It is interesting that Amazon was having this debate about the elements of RFM analysis (described in Chaffey et al., 2009, Chapter 6) in 1997, after already having achieved $16 million of revenue in the previous year. Of course, this is a miniscule amount compared with today’s billions of dollar turnover. The important point was that this was the start of a focus on metrics which can be seen through the description of Matt Round’s work later in this case study.

6. From human to software-based recommendations

Amazon has developed internal tools to support this ‘culture of metrics’. Marcus (2004) describes how the ‘Creator Metrics’ tool shows content creators how well their product listings and product copy are working. For each content editor such as Marcus, it retrieves all recently posted documents including articles, inter­views, booklists and features. For each one it then gives a conversion rate to sale plus the number of page views, adds (added to basket) and repels (content requested, but the back button then used). In time, the work of editorial reviewers such as Marcus was marginalized since Amazon found that the majority of visitors used the search tools rather than read editorials and they responded to the personalized recommendations as the matching technology improved (Marcus likens early recommendations techniques to ‘going shopping with the village idiot.’)
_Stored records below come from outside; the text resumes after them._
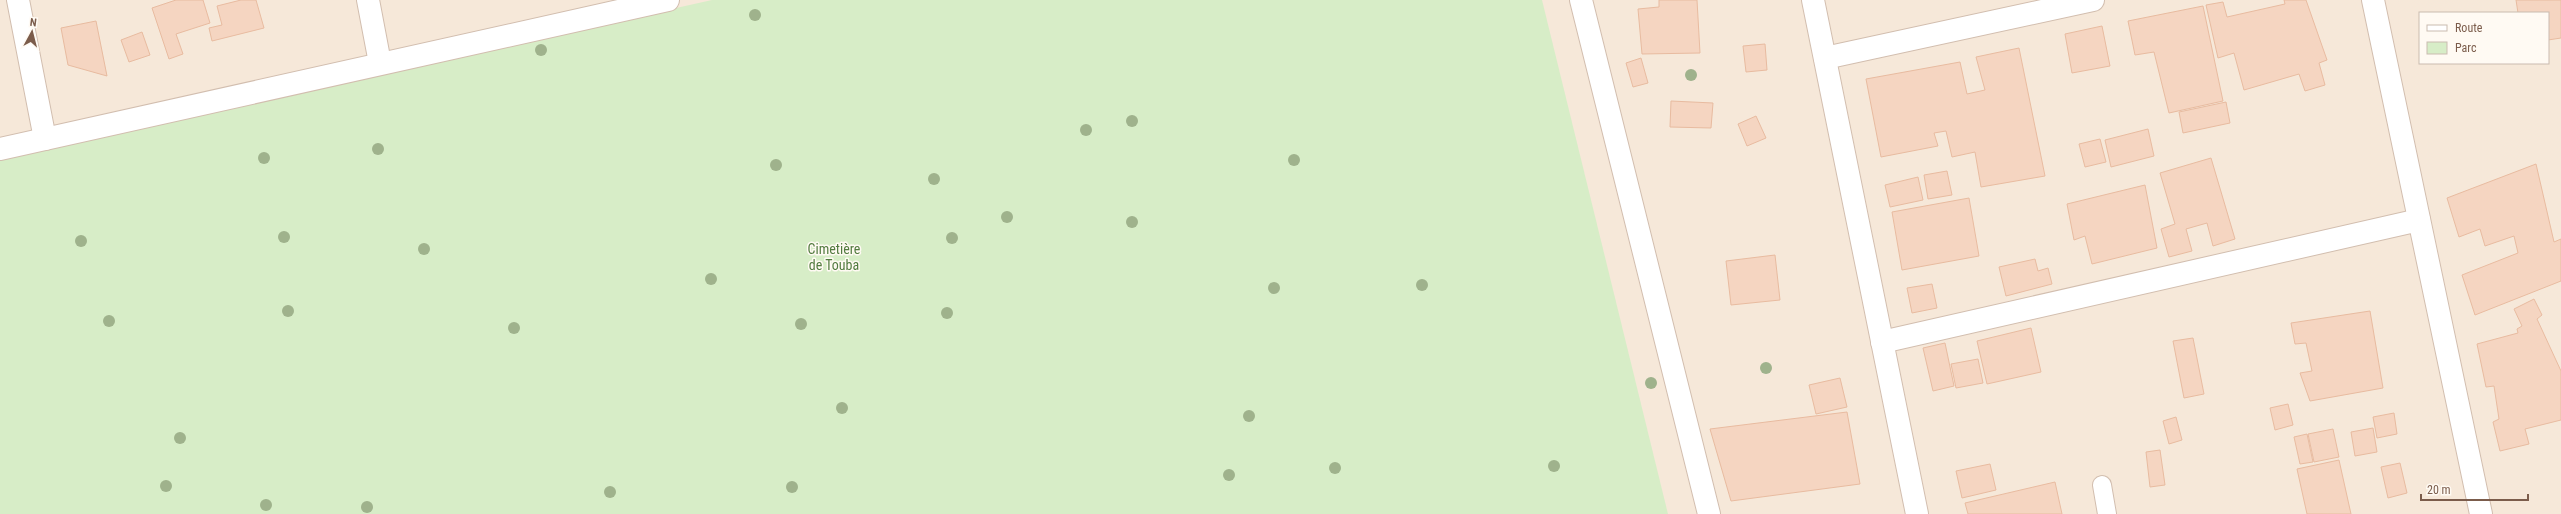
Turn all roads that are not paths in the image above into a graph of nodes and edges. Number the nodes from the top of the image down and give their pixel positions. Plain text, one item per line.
1 (18, 0) edge
2 (368, 0) edge
3 (668, 0) edge
4 (1581, 0) edge
5 (1813, 0) edge
6 (2092, 0) edge
7 (2373, 0) edge
8 (1825, 58) junction
9 (380, 63) junction
10 (45, 139) junction
11 (0, 149) edge
12 (2419, 220) junction
13 (1882, 342) junction
14 (2102, 485) dead end
15 (1709, 514) edge
16 (1917, 514) edge
17 (2107, 514) edge
18 (2481, 514) edge

1 - 10 street
2 - 9 street
3 - 9 street
4 - 15 street
5 - 8 street
6 - 8 street
7 - 12 street
8 - 13 street
9 - 10 street
10 - 11 street
12 - 13 street
12 - 18 street
13 - 16 street
14 - 17 lane

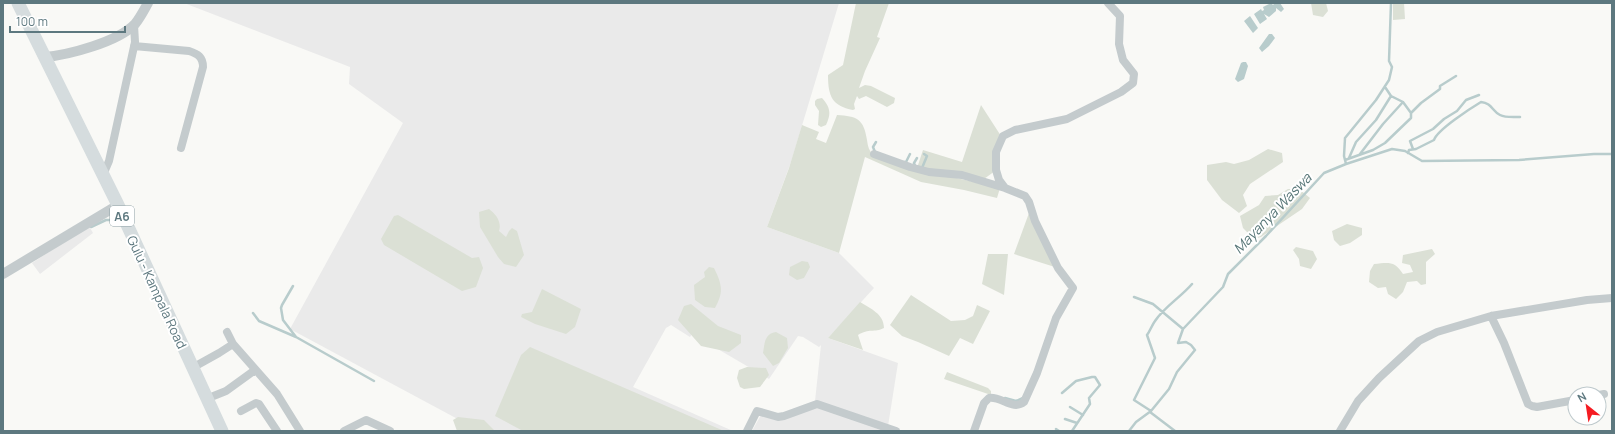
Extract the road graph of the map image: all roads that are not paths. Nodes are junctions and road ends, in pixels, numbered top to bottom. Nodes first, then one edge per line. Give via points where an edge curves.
1 (18, 3) edge
2 (148, 3) edge
3 (1108, 3) edge
4 (134, 25) junction
5 (134, 46) junction
6 (45, 56) junction
7 (181, 148) dead end
8 (874, 154) dead end
9 (997, 171) junction
10 (103, 175) junction
11 (982, 181) junction
12 (1005, 188) junction
13 (118, 205) junction
14 (3, 274) edge
15 (1612, 298) edge
16 (1491, 316) junction
17 (227, 332) dead end
18 (233, 344) junction
19 (192, 368) junction
20 (255, 370) junction
21 (206, 399) junction
22 (1567, 401) edge
23 (241, 412) dead end
24 (222, 431) edge
25 (277, 431) edge
26 (300, 431) edge
27 (344, 431) edge
28 (390, 431) edge
29 (747, 431) edge
30 (896, 431) edge
31 (974, 431) edge
32 (1340, 431) edge

1 - 6 main road, Gulu - Kampala Road / A6
2 - 4 street
3 - 9 street via 1120,16 1119,44 1123,60 1134,74 1133,83 1121,92 1067,119 1014,130 1003,136 996,152
4 - 5 street
4 - 6 street via 100,43 61,56
5 - 7 street via 189,51 197,54 203,61
5 - 10 street via 113,147
6 - 10 main road, Gulu - Kampala Road / A6
8 - 11 street via 923,171 962,175
9 - 11 street
9 - 12 street via 999,180
10 - 13 main road, Gulu - Kampala Road / A6
11 - 12 street
12 - 31 street via 1025,196 1058,268 1073,288 1056,318 1024,402 1017,405 989,398 984,403
13 - 14 street
13 - 19 main road, Gulu - Kampala Road / A6
15 - 16 street
16 - 22 street via 1528,404 1537,407
16 - 32 street via 1438,332 1419,341 1378,378 1358,401
17 - 18 street
18 - 19 street
18 - 20 street
19 - 21 main road, Gulu - Kampala Road / A6
20 - 21 street via 226,391
20 - 26 street via 277,394
21 - 24 main road, Gulu - Kampala Road / A6
23 - 25 street via 256,403 259,404
27 - 28 street via 366,420
29 - 30 street via 757,411 778,417 814,404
7. Experimentation and testing at Amazon

The ‘culture of metrics’ also led to a test-driven approach to improving results at Amazon. Matt Round, speaking at E-metrics 2004 when he was director of personalization at Amazon, describes the philosophy as ‘data trumps intuitions’. He explained how Amazon used to have a lot of arguments about which content and promotion should go on the all-important home page or category pages. He described how every category VP wanted top-centre and how the Friday meetings about placements for next week were getting ‘too long, too loud, and lacked performance data’.

But today ‘automation replaces intuitions’ and real­time experimentation tests are always run to answer these questions since actual consumer behaviour is the best way to decide upon tactics.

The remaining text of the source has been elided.